Patients with any form of inflammatory arthritis need to be aware of certain ocular symptoms that require immediate medical evaluation:

  • Persistent redness in the eye that does not improve with simple over-the-counter drops.
  • Deep, aching pain in the eye, particularly if it is severe or disrupts sleep, strongly suggesting a serious condition like scleritis.
  • Sudden change in vision or increased light sensitivity.
  • The appearance of new floaters.

For individuals diagnosed with high-risk forms of arthritis, such as JIA or AS, proactive and regular monitoring by an ophthalmologist is standard practice. These baseline and routine eye examinations are designed to detect inflammation early, often before the patient experiences any symptoms, which is particularly true for JIA-associated uveitis. Early detection allows for prompt treatment, which is the best defense against vision loss and long-term ocular damage.
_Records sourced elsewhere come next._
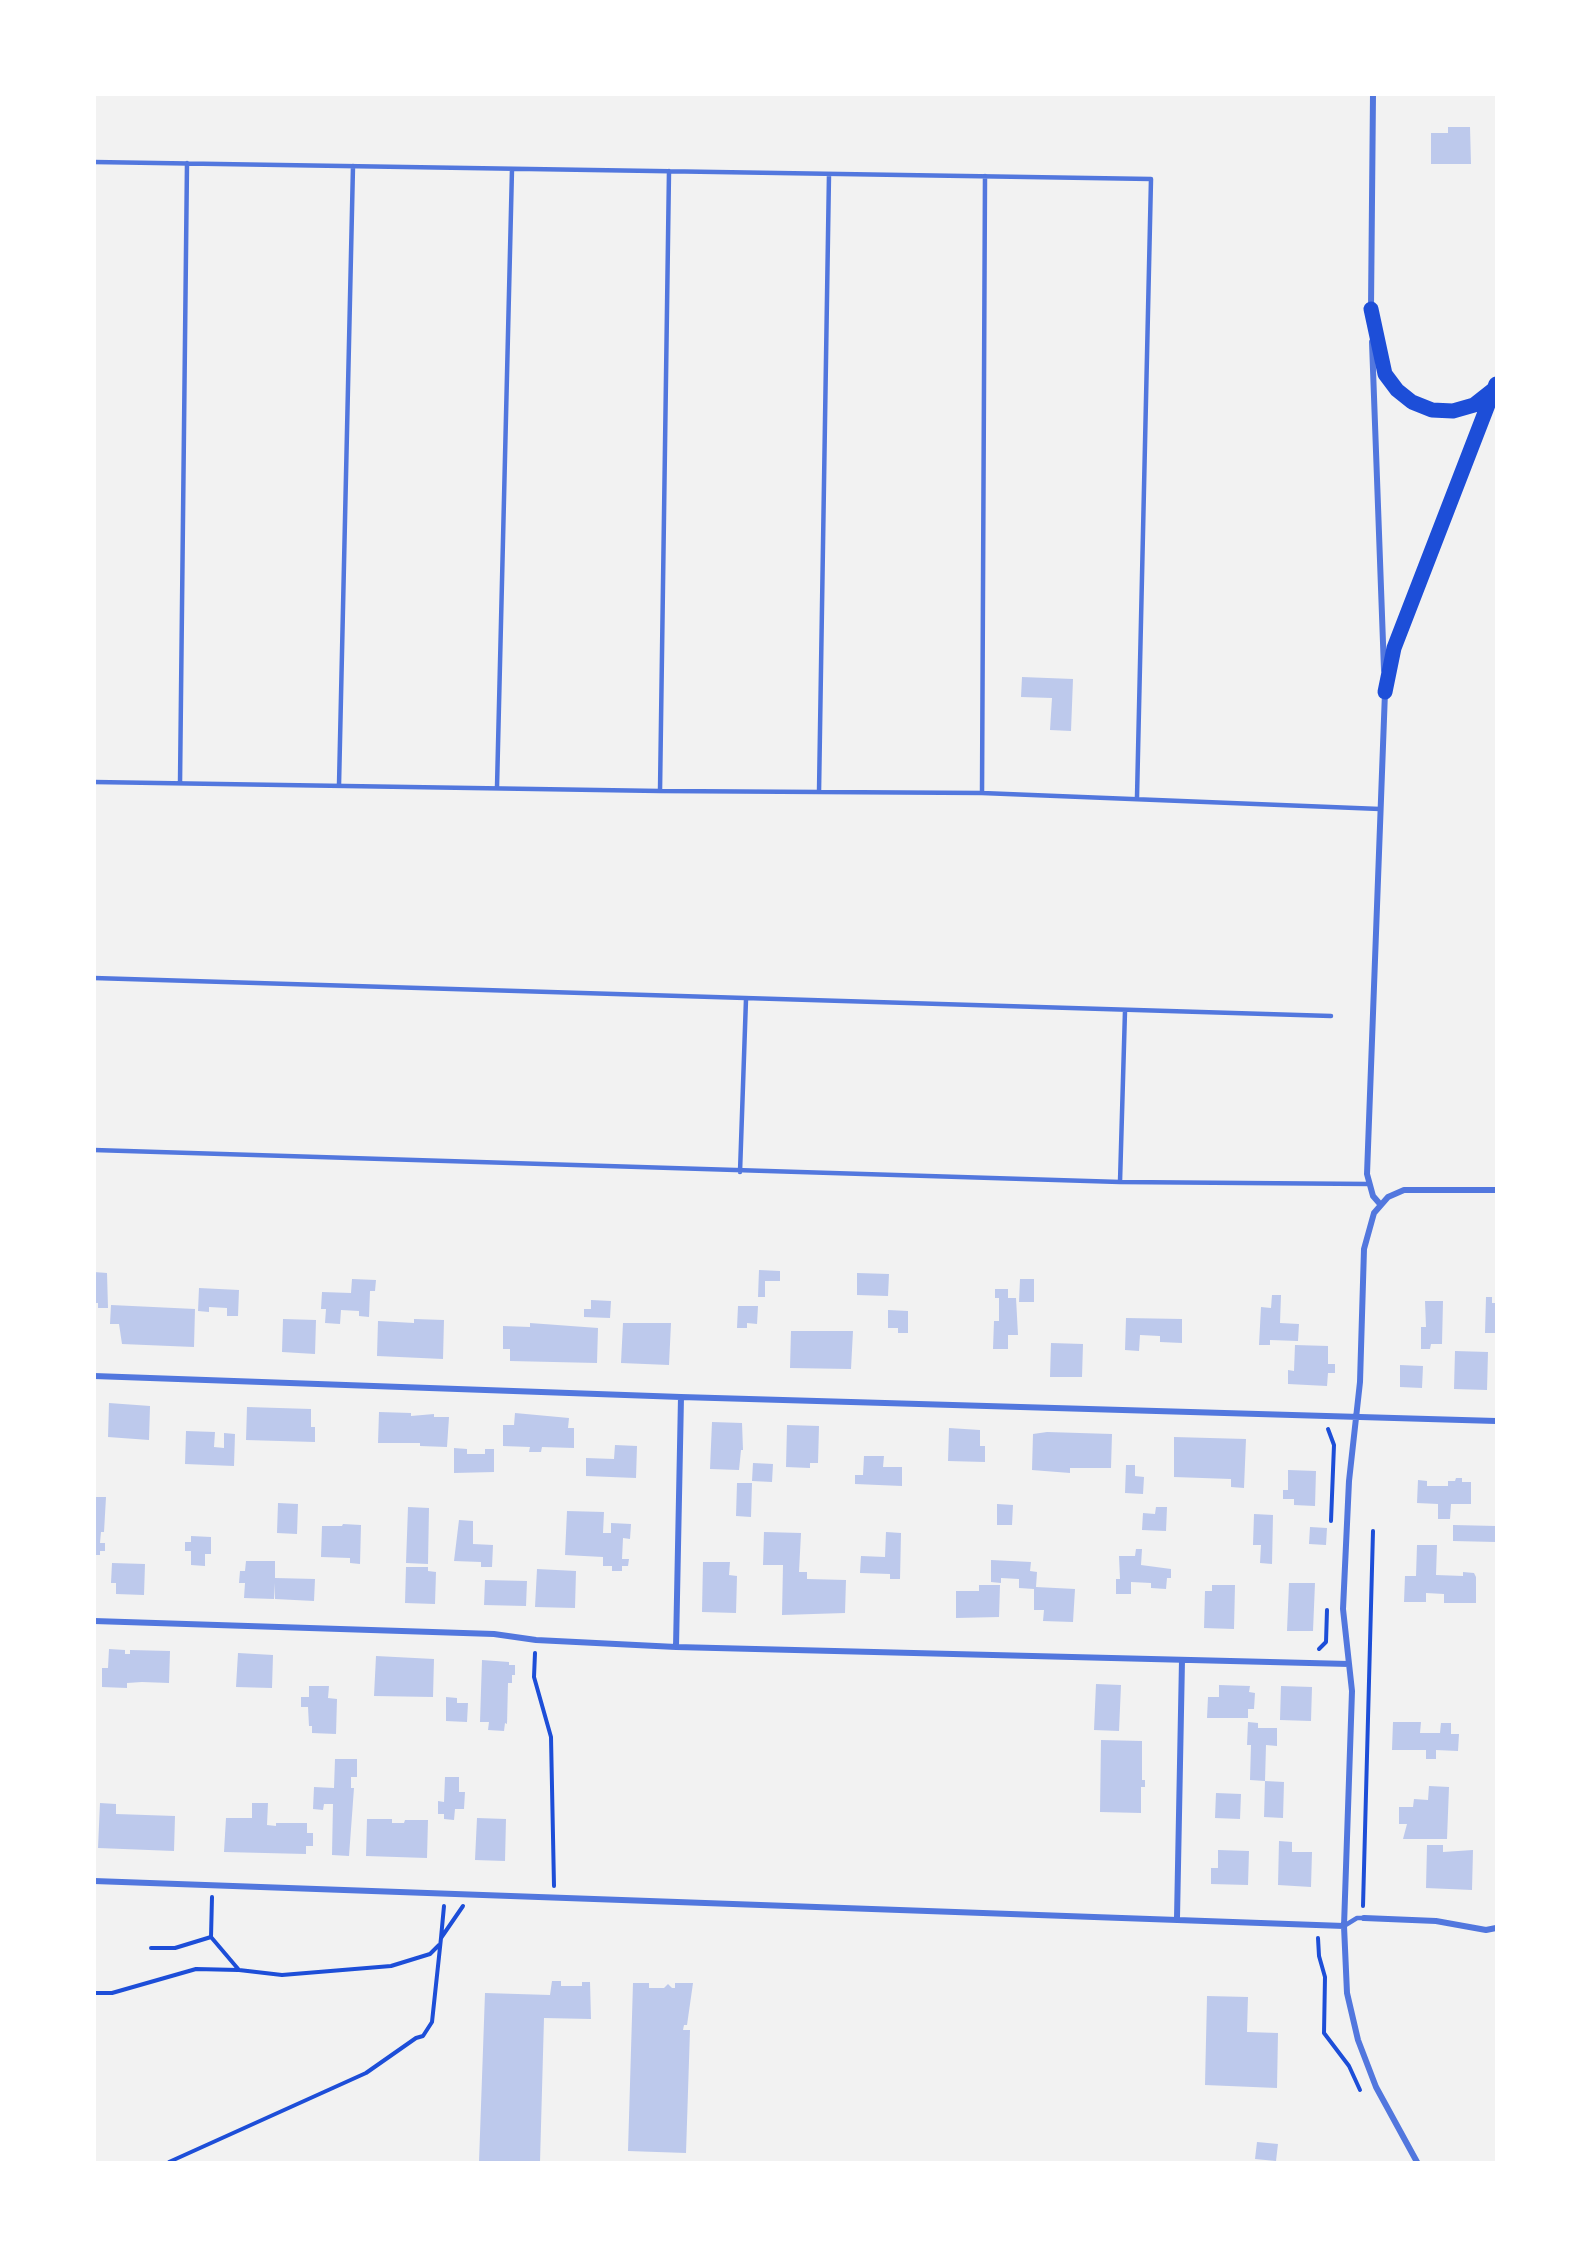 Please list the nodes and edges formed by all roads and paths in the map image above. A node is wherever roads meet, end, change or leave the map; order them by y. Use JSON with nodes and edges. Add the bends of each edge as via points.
{"nodes":[{"id":1,"x":1373,"y":94,"type":"edge"},
{"id":2,"x":94,"y":162,"type":"edge"},
{"id":3,"x":188,"y":163,"type":"junction"},
{"id":4,"x":353,"y":166,"type":"junction"},
{"id":5,"x":512,"y":169,"type":"junction"},
{"id":6,"x":669,"y":171,"type":"junction"},
{"id":7,"x":829,"y":174,"type":"junction"},
{"id":8,"x":986,"y":176,"type":"junction"},
{"id":9,"x":1371,"y":309,"type":"junction"},
{"id":10,"x":1496,"y":386,"type":"edge"},
{"id":11,"x":1385,"y":692,"type":"junction"},
{"id":12,"x":94,"y":782,"type":"edge"},
{"id":13,"x":180,"y":783,"type":"junction"},
{"id":14,"x":339,"y":785,"type":"junction"},
{"id":15,"x":497,"y":787,"type":"junction"},
{"id":16,"x":660,"y":791,"type":"junction"},
{"id":17,"x":819,"y":792,"type":"junction"},
{"id":18,"x":982,"y":793,"type":"junction"},
{"id":19,"x":1137,"y":797,"type":"junction"},
{"id":20,"x":1380,"y":808,"type":"junction"},
{"id":21,"x":94,"y":978,"type":"edge"},
{"id":22,"x":746,"y":999,"type":"junction"},
{"id":23,"x":1125,"y":1011,"type":"junction"},
{"id":24,"x":1330,"y":1016,"type":"dead end"},
{"id":25,"x":94,"y":1150,"type":"edge"},
{"id":26,"x":740,"y":1172,"type":"junction"},
{"id":27,"x":1120,"y":1182,"type":"junction"},
{"id":28,"x":1369,"y":1184,"type":"junction"},
{"id":29,"x":1497,"y":1190,"type":"edge"},
{"id":30,"x":1380,"y":1204,"type":"junction"},
{"id":31,"x":94,"y":1376,"type":"edge"},
{"id":32,"x":681,"y":1397,"type":"junction"},
{"id":33,"x":1356,"y":1418,"type":"junction"},
{"id":34,"x":1497,"y":1421,"type":"edge"},
{"id":35,"x":1373,"y":1532,"type":"dead end"},
{"id":36,"x":94,"y":1621,"type":"edge"},
{"id":37,"x":536,"y":1640,"type":"junction"},
{"id":38,"x":676,"y":1647,"type":"junction"},
{"id":39,"x":1182,"y":1660,"type":"junction"},
{"id":40,"x":1349,"y":1664,"type":"junction"},
{"id":41,"x":94,"y":1881,"type":"edge"},
{"id":42,"x":212,"y":1884,"type":"junction"},
{"id":43,"x":445,"y":1894,"type":"junction"},
{"id":44,"x":463,"y":1895,"type":"junction"},
{"id":45,"x":554,"y":1899,"type":"junction"},
{"id":46,"x":1177,"y":1918,"type":"junction"},
{"id":47,"x":1364,"y":1918,"type":"junction"},
{"id":48,"x":1344,"y":1926,"type":"junction"},
{"id":49,"x":1497,"y":1928,"type":"edge"},
{"id":50,"x":211,"y":1937,"type":"junction"},
{"id":51,"x":441,"y":1938,"type":"junction"},
{"id":52,"x":152,"y":1948,"type":"dead end"},
{"id":53,"x":239,"y":1970,"type":"junction"},
{"id":54,"x":94,"y":1993,"type":"edge"},
{"id":55,"x":169,"y":2163,"type":"edge"},
{"id":56,"x":1417,"y":2163,"type":"edge"}],
"edges":[{"from":1,"to":9,"type":"street"},
{"from":2,"to":3,"type":"lane"},
{"from":3,"to":4,"type":"lane"},
{"from":3,"to":13,"type":"lane"},
{"from":4,"to":5,"type":"lane"},
{"from":4,"to":14,"type":"lane"},
{"from":5,"to":6,"type":"lane"},
{"from":5,"to":15,"type":"lane"},
{"from":6,"to":7,"type":"lane"},
{"from":6,"to":16,"type":"lane"},
{"from":7,"to":8,"type":"lane"},
{"from":7,"to":17,"type":"lane"},
{"from":8,"to":18,"type":"lane"},
{"from":8,"to":19,"type":"lane","via":[[1151,179]]},
{"from":9,"to":10,"type":"main road","via":[[1385,374],[1412,402],[1431,410],[1453,411],[1482,401]]},
{"from":9,"to":11,"type":"street"},
{"from":10,"to":11,"type":"main road","via":[[1394,648]]},
{"from":11,"to":20,"type":"street"},
{"from":12,"to":13,"type":"lane"},
{"from":13,"to":14,"type":"lane"},
{"from":14,"to":15,"type":"lane"},
{"from":15,"to":16,"type":"lane"},
{"from":16,"to":17,"type":"lane"},
{"from":17,"to":18,"type":"lane"},
{"from":18,"to":19,"type":"lane"},
{"from":19,"to":20,"type":"lane"},
{"from":20,"to":28,"type":"street"},
{"from":21,"to":22,"type":"lane"},
{"from":22,"to":23,"type":"lane"},
{"from":22,"to":26,"type":"lane"},
{"from":23,"to":24,"type":"lane"},
{"from":23,"to":27,"type":"lane"},
{"from":25,"to":26,"type":"lane"},
{"from":26,"to":27,"type":"lane"},
{"from":27,"to":28,"type":"lane"},
{"from":28,"to":30,"type":"street"},
{"from":29,"to":30,"type":"street","via":[[1404,1190]]},
{"from":30,"to":33,"type":"street","via":[[1364,1249]]},
{"from":31,"to":32,"type":"street"},
{"from":32,"to":33,"type":"street"},
{"from":32,"to":38,"type":"street"},
{"from":33,"to":34,"type":"street"},
{"from":33,"to":40,"type":"street","via":[[1343,1609]]},
{"from":35,"to":47,"type":"path"},
{"from":36,"to":37,"type":"street","via":[[494,1634]]},
{"from":37,"to":38,"type":"street"},
{"from":37,"to":45,"type":"path","via":[[534,1677],[551,1737]]},
{"from":38,"to":39,"type":"street"},
{"from":39,"to":40,"type":"street"},
{"from":39,"to":46,"type":"street"},
{"from":40,"to":48,"type":"street","via":[[1352,1691]]},
{"from":41,"to":42,"type":"street"},
{"from":42,"to":43,"type":"street"},
{"from":42,"to":50,"type":"path"},
{"from":43,"to":44,"type":"street"},
{"from":43,"to":51,"type":"path"},
{"from":44,"to":45,"type":"street"},
{"from":44,"to":51,"type":"path","via":[[462,1908]]},
{"from":45,"to":46,"type":"street"},
{"from":46,"to":48,"type":"street"},
{"from":47,"to":48,"type":"lane"},
{"from":47,"to":49,"type":"street"},
{"from":48,"to":56,"type":"street","via":[[1347,1993],[1358,2040],[1376,2087]]},
{"from":50,"to":52,"type":"path","via":[[175,1948]]},
{"from":50,"to":53,"type":"path"},
{"from":51,"to":53,"type":"path","via":[[430,1954],[391,1966],[282,1975]]},
{"from":51,"to":55,"type":"path","via":[[432,2022],[423,2036],[366,2073]]},
{"from":53,"to":54,"type":"path","via":[[196,1969],[123,1990]]}]}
Effective management of arthritis-related eye complications requires a highly coordinated approach between the patient’s rheumatologist and an ophthalmologist. The rheumatologist manages the underlying systemic inflammation using medications like disease-modifying antirheumatic drugs, which in turn helps control the eye condition. Meanwhile, the ophthalmologist focuses on localized treatment, such as steroid eye drops, and monitors for structural complications. Studies have shown that patients receiving this multidisciplinary care experience better overall outcomes, including a higher rate of disease control and fewer complications.